Assim que isto foi conhecido, os astrónomos utilizaram o Hubble para medir com precisão, durante vários anos, como a posição aparente da estrela de fundo no céu foi temporariamente desviada durante a passagem da anã branca.
“Estes eventos são raros e os efeitos são minúsculos“, disse McGill. “Por exemplo, o tamanho medido do nosso desvio é como medir o comprimento de um carro na Lua, visto da Terra“.
Uma vez que a luz da estrela de fundo era tão fraca, o principal desafio para os astrónomos era extrair a sua imagem do brilho da anã branca, que é 400 vezes mais brilhante do que a estrela de fundo. Apenas o Hubble pode fazer este tipo de observações de alto contraste no visível.
“Mesmo quando se identifica um destes eventos extremamente raros, ainda é extremamente difícil fazer estas medições”, disse Leigh Smith da Universidade de Cambridge.
“O brilho da anã branca pode causar listras em direções imprevisíveis, o que significa que tivemos que analisar cada uma das observações do Hubble com extremo cuidado, e as suas limitações, para modelar o evento e estimar a massa de LAWD 37″.
“A precisão da medição da massa de LAWD 37 permite-nos testar a relação massa-raio das anãs brancas”, disse McGill.
“Isto significa testar a teoria da matéria degenerada (um gás, sob a gravidade, tão supercomprimido, que se comporta mais como matéria sólida) nas condições extremas dentro desta estrela morta”, acrescentou.
Os investigadores dizem que os seus resultados abrem a porta para previsões de eventos futuros com dados do Gaia.
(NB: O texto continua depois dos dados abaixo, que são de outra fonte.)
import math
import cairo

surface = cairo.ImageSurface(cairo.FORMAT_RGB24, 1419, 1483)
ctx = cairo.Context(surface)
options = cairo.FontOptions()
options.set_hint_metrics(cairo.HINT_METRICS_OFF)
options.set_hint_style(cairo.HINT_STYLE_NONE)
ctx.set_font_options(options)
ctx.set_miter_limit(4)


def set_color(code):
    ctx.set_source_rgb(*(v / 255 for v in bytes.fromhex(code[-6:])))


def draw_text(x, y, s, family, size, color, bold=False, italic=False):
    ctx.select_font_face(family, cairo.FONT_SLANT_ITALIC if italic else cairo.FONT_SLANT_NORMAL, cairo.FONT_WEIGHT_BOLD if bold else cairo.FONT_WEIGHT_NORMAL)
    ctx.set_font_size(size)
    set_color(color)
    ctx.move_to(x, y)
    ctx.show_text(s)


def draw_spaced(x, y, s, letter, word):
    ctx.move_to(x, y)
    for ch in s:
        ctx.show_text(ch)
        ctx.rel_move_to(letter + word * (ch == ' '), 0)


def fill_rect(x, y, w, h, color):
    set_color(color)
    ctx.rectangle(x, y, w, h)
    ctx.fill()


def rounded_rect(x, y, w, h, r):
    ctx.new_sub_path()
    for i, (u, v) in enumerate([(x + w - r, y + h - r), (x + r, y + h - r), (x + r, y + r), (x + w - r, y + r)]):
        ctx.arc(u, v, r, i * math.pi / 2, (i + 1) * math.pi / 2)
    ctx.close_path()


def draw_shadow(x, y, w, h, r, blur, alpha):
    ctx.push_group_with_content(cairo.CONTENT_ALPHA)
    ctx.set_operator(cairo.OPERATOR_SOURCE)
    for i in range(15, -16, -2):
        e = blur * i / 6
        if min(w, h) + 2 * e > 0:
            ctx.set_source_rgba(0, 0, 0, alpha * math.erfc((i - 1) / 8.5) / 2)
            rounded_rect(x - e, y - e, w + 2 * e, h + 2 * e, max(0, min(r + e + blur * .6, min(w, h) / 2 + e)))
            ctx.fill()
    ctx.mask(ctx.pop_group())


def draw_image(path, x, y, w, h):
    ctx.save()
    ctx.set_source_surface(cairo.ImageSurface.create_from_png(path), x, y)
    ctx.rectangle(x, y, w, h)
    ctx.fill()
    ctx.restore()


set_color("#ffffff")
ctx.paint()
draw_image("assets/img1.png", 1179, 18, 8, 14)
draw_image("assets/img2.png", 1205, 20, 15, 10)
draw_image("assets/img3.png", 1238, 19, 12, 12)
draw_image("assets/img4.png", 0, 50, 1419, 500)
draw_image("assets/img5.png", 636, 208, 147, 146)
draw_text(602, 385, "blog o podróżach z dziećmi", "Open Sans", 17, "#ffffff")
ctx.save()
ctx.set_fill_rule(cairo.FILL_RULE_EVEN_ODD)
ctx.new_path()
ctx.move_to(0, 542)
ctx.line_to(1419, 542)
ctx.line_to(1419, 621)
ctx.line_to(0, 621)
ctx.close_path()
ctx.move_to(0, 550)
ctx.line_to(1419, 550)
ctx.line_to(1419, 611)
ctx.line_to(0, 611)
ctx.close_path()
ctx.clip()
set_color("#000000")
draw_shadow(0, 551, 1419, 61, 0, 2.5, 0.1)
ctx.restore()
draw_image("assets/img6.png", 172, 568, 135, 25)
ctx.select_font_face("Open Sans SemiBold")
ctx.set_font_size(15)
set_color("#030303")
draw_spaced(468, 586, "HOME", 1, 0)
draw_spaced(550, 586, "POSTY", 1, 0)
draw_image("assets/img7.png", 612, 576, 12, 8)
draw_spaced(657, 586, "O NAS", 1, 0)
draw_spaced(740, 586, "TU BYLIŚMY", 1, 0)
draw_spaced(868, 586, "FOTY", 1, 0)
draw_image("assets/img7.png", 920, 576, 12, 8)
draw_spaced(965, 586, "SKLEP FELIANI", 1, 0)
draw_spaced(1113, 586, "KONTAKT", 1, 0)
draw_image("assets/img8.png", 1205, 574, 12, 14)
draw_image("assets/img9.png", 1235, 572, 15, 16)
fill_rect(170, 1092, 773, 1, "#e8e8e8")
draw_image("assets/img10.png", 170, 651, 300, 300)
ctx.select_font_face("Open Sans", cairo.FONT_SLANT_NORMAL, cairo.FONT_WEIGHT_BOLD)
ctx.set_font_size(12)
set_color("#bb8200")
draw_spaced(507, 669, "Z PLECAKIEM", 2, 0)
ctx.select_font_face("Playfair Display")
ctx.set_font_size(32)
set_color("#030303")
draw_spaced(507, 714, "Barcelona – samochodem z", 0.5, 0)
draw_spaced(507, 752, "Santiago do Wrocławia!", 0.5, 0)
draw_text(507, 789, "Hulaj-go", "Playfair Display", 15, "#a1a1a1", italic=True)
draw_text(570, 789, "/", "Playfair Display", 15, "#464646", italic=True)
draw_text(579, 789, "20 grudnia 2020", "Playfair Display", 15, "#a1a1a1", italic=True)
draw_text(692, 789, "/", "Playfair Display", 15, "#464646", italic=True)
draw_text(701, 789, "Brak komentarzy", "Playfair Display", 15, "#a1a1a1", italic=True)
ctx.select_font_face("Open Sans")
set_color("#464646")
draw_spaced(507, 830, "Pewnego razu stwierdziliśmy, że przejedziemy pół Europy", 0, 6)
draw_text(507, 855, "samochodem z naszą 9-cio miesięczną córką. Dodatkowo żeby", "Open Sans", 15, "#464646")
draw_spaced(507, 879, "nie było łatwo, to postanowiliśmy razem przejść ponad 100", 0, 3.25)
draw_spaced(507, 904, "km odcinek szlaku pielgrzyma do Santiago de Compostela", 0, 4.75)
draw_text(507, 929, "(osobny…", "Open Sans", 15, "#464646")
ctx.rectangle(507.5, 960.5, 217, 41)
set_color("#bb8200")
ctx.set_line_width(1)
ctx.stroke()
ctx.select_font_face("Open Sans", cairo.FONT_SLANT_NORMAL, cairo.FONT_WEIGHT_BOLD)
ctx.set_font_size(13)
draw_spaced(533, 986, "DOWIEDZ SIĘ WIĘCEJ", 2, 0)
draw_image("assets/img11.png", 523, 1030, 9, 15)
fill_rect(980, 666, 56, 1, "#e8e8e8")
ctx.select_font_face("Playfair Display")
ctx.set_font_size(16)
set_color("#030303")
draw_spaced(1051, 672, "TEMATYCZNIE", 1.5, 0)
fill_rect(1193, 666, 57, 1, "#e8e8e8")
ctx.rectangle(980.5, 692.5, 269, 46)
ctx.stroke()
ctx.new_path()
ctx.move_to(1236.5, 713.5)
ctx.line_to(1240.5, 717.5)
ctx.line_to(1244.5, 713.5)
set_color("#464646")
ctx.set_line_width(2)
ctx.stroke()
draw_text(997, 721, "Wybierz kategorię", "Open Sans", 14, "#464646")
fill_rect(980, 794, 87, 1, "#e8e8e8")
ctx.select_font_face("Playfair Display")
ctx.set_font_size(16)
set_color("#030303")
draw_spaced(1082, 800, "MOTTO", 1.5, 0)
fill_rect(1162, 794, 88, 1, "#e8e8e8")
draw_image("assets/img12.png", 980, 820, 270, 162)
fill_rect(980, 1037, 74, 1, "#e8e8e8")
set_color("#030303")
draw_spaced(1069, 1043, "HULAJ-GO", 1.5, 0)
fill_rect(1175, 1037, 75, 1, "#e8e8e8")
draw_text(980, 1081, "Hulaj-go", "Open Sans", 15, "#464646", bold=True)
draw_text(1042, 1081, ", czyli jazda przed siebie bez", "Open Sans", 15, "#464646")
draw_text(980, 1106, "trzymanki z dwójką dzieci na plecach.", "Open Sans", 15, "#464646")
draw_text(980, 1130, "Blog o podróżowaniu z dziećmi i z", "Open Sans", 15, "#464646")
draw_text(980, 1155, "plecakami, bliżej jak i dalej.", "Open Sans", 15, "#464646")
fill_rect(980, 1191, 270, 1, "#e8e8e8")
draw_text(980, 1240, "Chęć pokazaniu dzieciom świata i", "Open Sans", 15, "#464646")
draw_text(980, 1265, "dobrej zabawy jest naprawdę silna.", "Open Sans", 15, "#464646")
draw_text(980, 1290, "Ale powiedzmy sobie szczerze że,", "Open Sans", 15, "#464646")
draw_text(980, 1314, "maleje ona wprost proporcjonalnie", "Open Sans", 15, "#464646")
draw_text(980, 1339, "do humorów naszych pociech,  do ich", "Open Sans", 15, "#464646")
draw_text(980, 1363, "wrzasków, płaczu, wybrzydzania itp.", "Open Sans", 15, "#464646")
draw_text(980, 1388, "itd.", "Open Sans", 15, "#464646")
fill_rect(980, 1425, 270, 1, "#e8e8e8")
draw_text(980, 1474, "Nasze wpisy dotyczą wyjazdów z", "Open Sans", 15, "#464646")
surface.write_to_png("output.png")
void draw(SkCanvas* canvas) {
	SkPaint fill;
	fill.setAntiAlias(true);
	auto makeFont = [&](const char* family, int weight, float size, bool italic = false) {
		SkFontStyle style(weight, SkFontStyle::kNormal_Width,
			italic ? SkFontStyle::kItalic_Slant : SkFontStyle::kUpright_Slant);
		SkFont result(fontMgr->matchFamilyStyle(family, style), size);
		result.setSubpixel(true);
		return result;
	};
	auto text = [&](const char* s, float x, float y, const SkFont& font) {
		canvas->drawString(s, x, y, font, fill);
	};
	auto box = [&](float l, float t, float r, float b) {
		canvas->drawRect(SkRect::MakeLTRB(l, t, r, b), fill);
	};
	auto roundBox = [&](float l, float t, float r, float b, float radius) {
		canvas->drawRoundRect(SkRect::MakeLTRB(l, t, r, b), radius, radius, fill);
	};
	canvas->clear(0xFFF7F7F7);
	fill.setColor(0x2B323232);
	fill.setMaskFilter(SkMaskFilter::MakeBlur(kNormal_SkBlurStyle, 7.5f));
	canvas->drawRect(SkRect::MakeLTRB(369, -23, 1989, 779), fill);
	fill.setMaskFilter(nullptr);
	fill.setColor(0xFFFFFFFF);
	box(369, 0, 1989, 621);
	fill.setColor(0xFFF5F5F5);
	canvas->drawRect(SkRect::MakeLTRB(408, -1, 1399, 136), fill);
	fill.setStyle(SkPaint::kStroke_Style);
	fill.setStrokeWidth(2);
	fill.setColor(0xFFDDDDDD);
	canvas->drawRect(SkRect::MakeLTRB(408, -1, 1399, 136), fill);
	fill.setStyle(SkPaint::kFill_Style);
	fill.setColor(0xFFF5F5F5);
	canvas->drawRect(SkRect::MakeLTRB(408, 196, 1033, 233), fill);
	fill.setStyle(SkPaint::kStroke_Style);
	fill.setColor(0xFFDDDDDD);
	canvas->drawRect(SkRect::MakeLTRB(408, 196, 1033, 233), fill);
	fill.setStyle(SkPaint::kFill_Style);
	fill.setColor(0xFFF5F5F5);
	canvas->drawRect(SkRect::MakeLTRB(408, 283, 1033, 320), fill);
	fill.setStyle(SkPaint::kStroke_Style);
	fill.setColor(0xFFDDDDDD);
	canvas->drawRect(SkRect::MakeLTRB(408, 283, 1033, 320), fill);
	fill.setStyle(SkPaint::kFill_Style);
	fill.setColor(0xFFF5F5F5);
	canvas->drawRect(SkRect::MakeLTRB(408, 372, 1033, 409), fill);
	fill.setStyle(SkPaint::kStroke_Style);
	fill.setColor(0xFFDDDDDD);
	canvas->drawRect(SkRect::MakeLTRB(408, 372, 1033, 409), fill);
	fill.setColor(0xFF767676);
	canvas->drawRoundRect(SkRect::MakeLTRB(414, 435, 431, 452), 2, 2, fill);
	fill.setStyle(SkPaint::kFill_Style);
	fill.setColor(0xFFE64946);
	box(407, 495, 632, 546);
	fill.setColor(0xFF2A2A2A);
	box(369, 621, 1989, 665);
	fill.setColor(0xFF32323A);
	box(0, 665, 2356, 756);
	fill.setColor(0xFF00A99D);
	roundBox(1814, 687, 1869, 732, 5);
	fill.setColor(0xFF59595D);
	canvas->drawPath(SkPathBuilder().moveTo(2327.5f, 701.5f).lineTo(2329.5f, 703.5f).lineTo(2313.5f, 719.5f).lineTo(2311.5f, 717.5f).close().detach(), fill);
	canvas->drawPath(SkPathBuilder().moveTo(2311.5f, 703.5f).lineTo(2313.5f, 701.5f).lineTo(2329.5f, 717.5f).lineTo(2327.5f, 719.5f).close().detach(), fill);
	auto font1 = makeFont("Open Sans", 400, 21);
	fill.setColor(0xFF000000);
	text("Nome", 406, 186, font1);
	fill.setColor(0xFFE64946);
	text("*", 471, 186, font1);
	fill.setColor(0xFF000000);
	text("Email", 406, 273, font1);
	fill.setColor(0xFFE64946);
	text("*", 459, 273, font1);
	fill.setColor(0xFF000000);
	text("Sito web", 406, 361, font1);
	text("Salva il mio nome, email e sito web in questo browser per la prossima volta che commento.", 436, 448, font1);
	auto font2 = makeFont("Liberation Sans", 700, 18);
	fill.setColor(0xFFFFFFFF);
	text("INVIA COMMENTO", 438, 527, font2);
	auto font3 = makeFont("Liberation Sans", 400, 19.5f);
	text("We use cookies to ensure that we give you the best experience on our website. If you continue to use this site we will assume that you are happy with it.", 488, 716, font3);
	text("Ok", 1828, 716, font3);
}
Para além do Hubble, estes alinhamentos podem agora ser detetados com o Telescópio Espacial James Webb da NASA/ESA/CSA.
Uma vez que o Webb trabalha em comprimentos de onda infravermelhos, o brilho azul de uma anã branca em primeiro plano parece mais escuro no infravermelho, e a luz da estrela de fundo parece mais brilhante.
Com base nos poderes de previsão do Gaia, Sahu está a observar outra anã branca, LAWD 66, com o Webb. A primeira observação foi feita em 2022. Mais observações serão obtidas à medida que o desvio atinge o pico em 2024 e depois diminui.
“O Gaia mudou realmente o jogo – é excitante poder usar os dados do Gaia para prever quando os eventos vão acontecer, e depois observá-los a acontecer”, disse McGill. “Queremos continuar a medir o efeito de microlente gravitacional e obter medições de massa para muitos mais tipos de estrelas”.
Na sua teoria da relatividade geral de 1915, Einstein previu que quando um objeto compacto massivo passa em frente de uma estrela de fundo, a luz da estrela seria “dobrada” em torno do objeto de primeiro plano devido à curvatura do espaço pelo seu campo gravitacional.
Exatamente um século antes desta observação do Hubble, em 1919, duas expedições britânicas ao hemisfério sul detetaram pela primeira vez este efeito de lente durante um eclipse solar a 19 de maio.
Foi aclamada como a primeira prova experimental da relatividade geral – que a gravidade curva o espaço.
No entanto, Einstein estava pessimista de que o efeito pudesse alguma vez ser detetado para estrelas para lá do nosso Sistema Solar, devido à precisão necessária. “A nossa medição é 625 vezes mais pequena do que o efeito medido no eclipse solar de 1919”, disse McGill.